I blow into a straw since it doesn't really make any noise to train my tranverse (I've been doing that before I sang) all throughout the day varying the intensity and the duration. Never so much as to feel exhausted or winded. Sometimes I vocalize softly through the straw, some 5-tone scales trying to stay mixed as low as possible.

Also, I have a pitch matching app on my phone which is on all the time, so probably every hour I do some pitch matches for relative pitch (ie. "hum the M3 of sounded note")

Then I try to mimic singing when I speak to customers or colleagues to not talk out of my chest since my voice gets shot really easy.

Anyone have "weird vocalist habits?"

I don't know if I can define it as weird, because it may be standard in my industry or even my level of management. But often I find, after hanging up with a builder or person wanting a scheduling thing to happen without giving me enough required technical information, I find myself phonating in elevated volume and pitch and my lyrics are American curse words used in combinations not often heard. Information they could provide if they simply thought about what they were doing. When you walk into a room and the room is to have a light, how do you turn that light on or off? A switch, right? Where?

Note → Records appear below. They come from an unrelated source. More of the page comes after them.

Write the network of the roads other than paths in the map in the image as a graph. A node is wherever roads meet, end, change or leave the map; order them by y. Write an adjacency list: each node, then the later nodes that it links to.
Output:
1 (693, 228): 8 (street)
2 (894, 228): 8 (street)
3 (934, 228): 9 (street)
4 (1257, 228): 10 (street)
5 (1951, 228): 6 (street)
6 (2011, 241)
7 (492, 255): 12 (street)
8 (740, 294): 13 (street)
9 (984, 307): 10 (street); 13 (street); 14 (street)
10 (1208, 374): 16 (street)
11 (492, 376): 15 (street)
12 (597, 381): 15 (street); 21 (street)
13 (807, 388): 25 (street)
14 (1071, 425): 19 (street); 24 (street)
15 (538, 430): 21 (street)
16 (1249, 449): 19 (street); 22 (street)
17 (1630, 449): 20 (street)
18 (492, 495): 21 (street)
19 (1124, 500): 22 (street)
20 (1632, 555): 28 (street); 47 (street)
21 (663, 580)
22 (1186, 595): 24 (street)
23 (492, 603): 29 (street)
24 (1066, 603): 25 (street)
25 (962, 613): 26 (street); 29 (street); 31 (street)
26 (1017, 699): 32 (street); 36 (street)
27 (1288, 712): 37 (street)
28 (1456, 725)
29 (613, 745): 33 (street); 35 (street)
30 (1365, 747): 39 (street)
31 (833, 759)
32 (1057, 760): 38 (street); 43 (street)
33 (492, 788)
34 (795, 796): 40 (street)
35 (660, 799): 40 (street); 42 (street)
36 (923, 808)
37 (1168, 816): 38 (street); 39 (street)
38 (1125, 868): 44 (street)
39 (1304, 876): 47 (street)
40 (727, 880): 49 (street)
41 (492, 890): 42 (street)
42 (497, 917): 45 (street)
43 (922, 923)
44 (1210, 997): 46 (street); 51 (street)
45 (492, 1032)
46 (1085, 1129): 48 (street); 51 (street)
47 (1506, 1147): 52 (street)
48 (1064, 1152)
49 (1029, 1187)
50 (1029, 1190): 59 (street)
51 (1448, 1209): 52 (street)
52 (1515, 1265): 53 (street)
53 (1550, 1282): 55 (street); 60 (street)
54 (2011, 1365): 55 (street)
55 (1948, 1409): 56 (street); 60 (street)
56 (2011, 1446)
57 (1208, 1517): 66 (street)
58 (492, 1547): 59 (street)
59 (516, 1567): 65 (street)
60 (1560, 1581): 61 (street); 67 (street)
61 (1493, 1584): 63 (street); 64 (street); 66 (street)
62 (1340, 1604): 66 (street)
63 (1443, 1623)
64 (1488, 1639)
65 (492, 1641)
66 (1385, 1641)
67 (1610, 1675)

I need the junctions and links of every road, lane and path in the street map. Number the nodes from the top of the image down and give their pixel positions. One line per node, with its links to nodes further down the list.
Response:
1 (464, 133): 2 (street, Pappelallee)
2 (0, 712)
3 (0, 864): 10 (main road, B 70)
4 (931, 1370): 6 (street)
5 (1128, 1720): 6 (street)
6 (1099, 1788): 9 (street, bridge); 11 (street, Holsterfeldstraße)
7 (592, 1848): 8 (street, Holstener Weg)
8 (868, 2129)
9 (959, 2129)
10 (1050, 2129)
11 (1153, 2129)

I mean stuff that basic. And I have to ask it every day. Because they cannot remember how to do their jobs from day to day. Each night's sleep clears their RAM, so to speak. And I stress because it all literally becomes my responsibility. And problems become my fault. Sometimes through failure to anticipate their failure. Because they (others) cannot find their way out of a wet paper bag, even if they had a sharp knife in each hand.

These things inspire the elevated volume and pitch and impromptu lyricism.

I came up with another ronws maxim. If you have to ask how long it takes to become a good singer, you don't have the patience for it.